Crisis communications strategists say some companies get it right. They cite P&G and Miller Brewing Co. for responding to incipient crises by reaching out to angry consumers and communicating a concise, consistent, nonpolitical response. But others only compound their woes. Ford (F ) and Microsoft Corp. (MSFT ) changed positions in their attempts to appease critics, only to face an even stronger backlash from the other side.
Boycott efforts sometimes veer into slapstick. In 2004, Teresa Heinz Kerry, widow of Senator H. John Heinz III, made headlines campaigning for her second husband, Democratic Presidential candidate John F. Kerry. Conservative talk-show hosts told red voters to buy new W Ketchup instead of H.J. Heinz' signature product. The upstart's slogan: "You don't support Democrats. Why should your ketchup?" Heinz limited the damage by quickly issuing a statement noting that Mrs. Kerry had nothing to do with the company. One corporate counselor says Heinz let the world know that "Teresa is not on the assembly line stomping tomatoes, and the money is not going to her.

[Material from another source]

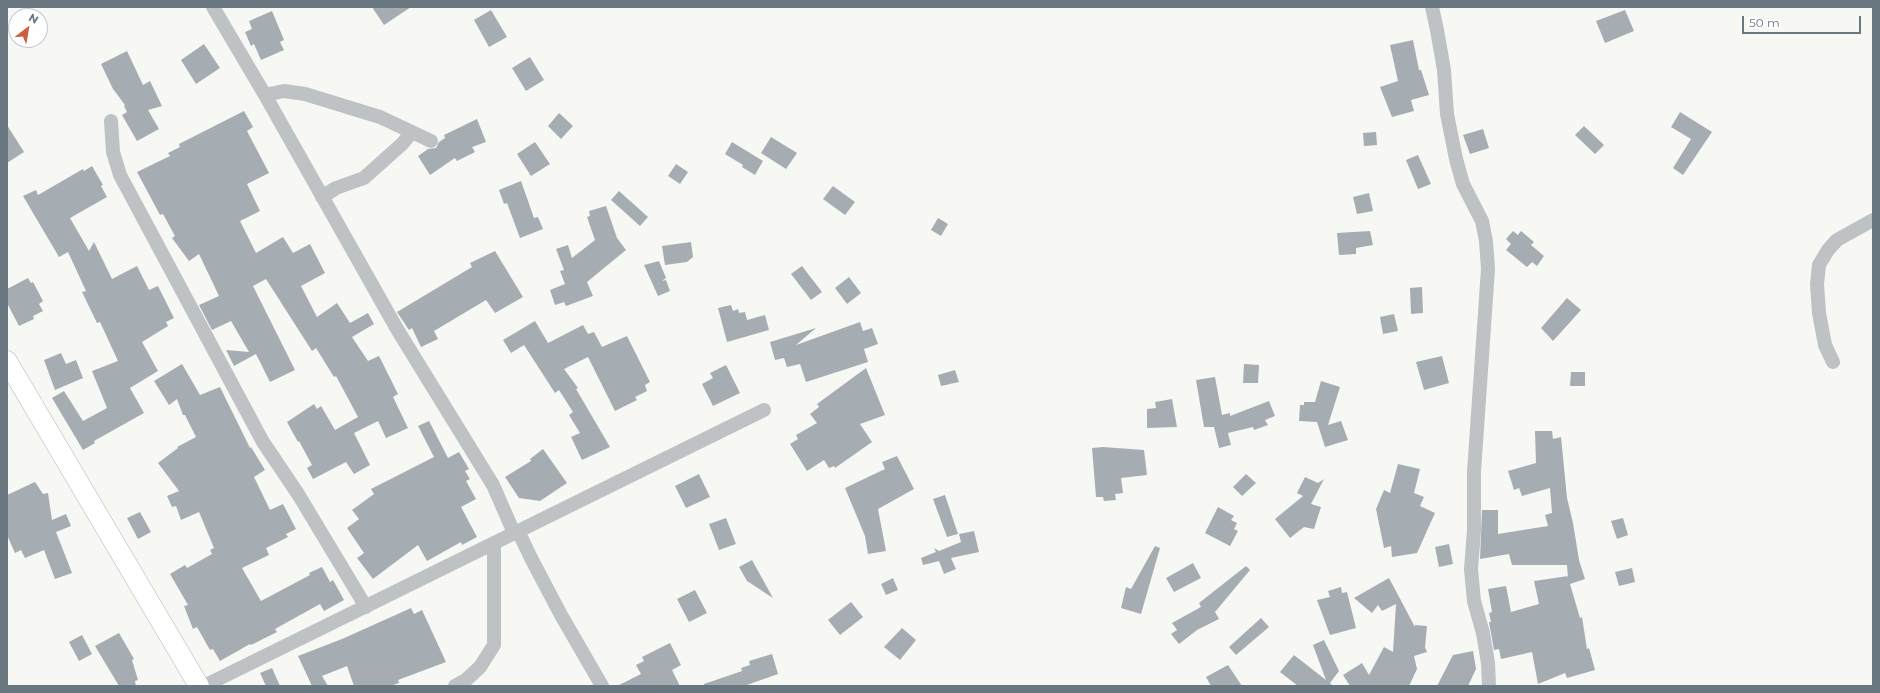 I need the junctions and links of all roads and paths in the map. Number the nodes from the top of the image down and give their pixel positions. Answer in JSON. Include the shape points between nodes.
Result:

"Three conservatives angry at Bennett Cohen and Jerry Greenfield, the liberal founders of Ben & Jerry's Homemade Inc. (UL ), launched Star Spangled Ice Cream in 2005. Its flavors include Iraqi Road, I Hate the French Vanilla, and Smaller GovernMINT. "We're trying to appeal to conservatives, red states, and NASCAR dads who like Ben & Jerry's ice cream but can't [swallow] their politics," says Vice-President Richard Lessner. The boutique brand is available online, at retail outlets in the Mid-Atlantic region, and at 10 military bases in Texas. Lessner says its sales continue to build as conservatives talk it up and spoon it down.
Take Wendy's, for example. Although the hamburger chain's PAC has given 93% of its campaign contributions to Republicans over the past five years, it views itself as a "nonpolitical company" that does not take positions on controversial issues, says spokesman Denny Lynch: "We serve customers on both sides of the aisle." Wendy's backs winners, he says, and today those incumbents are mostly Republican. "We're not a red company," Lynch says. "If Democrats start winning, we'll move our money to Democrats. It's just business."
Other companies say it's better business to steer clear of politics. Costco has won praise from liberals as the un-Wal-Mart, with higher wages and better benefits. But Costco CEO James D. Sinegal has not created a corporate PAC because "we don't believe a public company should take shareholders' money and support political candidates or causes." He and Chairman Jeffrey H. Brotman donate heavily to Democrats, Sinegal says, "but we do it with our own money. I'm a merchant, not a politician." Most American merchants would agree -- if only the activists would leave them to their business.